Stored items from a collection:
━━━━━━━━━━━━━━━━━━━━━━━━━━━━━━

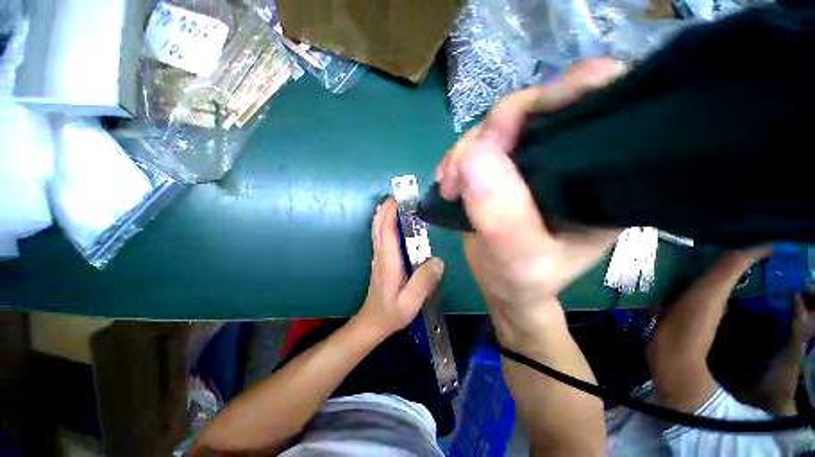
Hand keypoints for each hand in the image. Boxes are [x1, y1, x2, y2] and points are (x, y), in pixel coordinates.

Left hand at [358, 198, 443, 337]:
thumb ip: (424, 281)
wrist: (373, 322)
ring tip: (397, 204)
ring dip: (384, 214)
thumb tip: (437, 261)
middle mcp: (381, 255)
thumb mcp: (411, 302)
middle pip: (379, 226)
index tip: (398, 198)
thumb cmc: (392, 313)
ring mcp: (379, 257)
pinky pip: (381, 236)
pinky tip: (394, 222)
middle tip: (400, 196)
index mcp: (388, 261)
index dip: (390, 213)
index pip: (386, 231)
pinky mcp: (380, 260)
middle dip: (386, 208)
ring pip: (378, 230)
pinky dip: (384, 224)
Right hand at [435, 59, 624, 339]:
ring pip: (499, 125)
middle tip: (460, 170)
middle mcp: (571, 158)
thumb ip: (502, 216)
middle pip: (537, 109)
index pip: (602, 107)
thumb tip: (473, 154)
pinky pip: (479, 143)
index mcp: (598, 178)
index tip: (517, 120)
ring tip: (449, 186)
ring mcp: (534, 159)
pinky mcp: (505, 165)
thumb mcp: (518, 260)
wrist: (500, 283)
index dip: (567, 92)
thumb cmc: (521, 280)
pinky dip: (458, 157)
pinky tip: (447, 180)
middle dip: (492, 132)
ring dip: (465, 150)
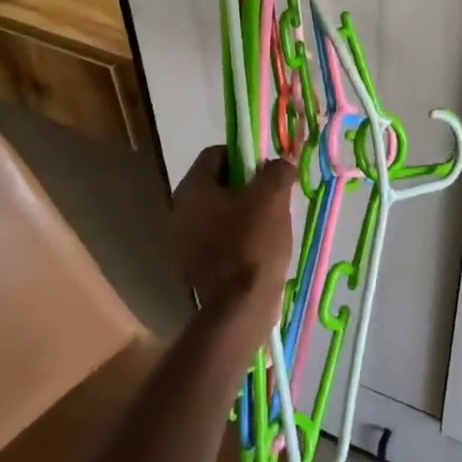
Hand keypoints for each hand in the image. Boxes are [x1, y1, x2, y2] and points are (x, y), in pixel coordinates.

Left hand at [171, 148, 297, 350]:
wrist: (240, 308)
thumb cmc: (253, 243)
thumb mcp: (272, 198)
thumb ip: (277, 171)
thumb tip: (282, 162)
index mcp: (192, 190)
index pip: (216, 153)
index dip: (245, 155)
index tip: (268, 170)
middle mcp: (179, 211)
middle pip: (218, 183)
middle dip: (247, 185)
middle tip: (274, 195)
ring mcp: (184, 241)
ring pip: (220, 211)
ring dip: (245, 211)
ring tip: (272, 222)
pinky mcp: (195, 265)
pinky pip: (219, 237)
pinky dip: (238, 235)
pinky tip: (260, 247)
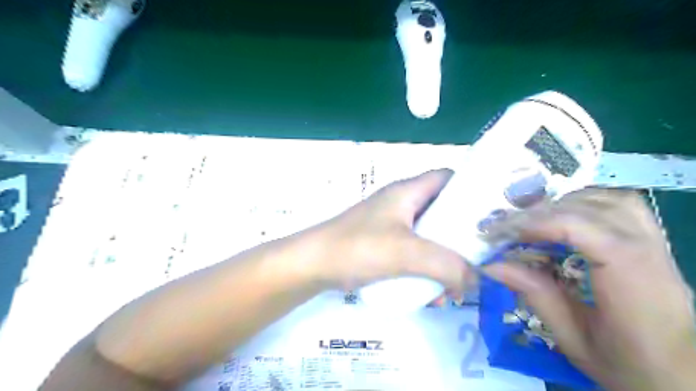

━━━━━━━━━━━━━━━━━━━━━━━━━━━━━━

* [WORK REQUIRED]: Repeat the entries above verbatim, but only from the line that has "thumb tip: (473, 154)" down to the line that has "pinky dip: (458, 157)", inclusive.

* [OUTPUT OF THE EXERCISE]:
thumb tip: (473, 154)
pinky pip: (479, 143)
index mcp: (598, 178)
index tip: (517, 120)
ring tip: (449, 186)
ring mcp: (534, 159)
pinky mcp: (505, 165)
thumb mcp: (518, 260)
wrist: (500, 283)
index dip: (567, 92)
thumb cmc: (521, 280)
pinky dip: (458, 157)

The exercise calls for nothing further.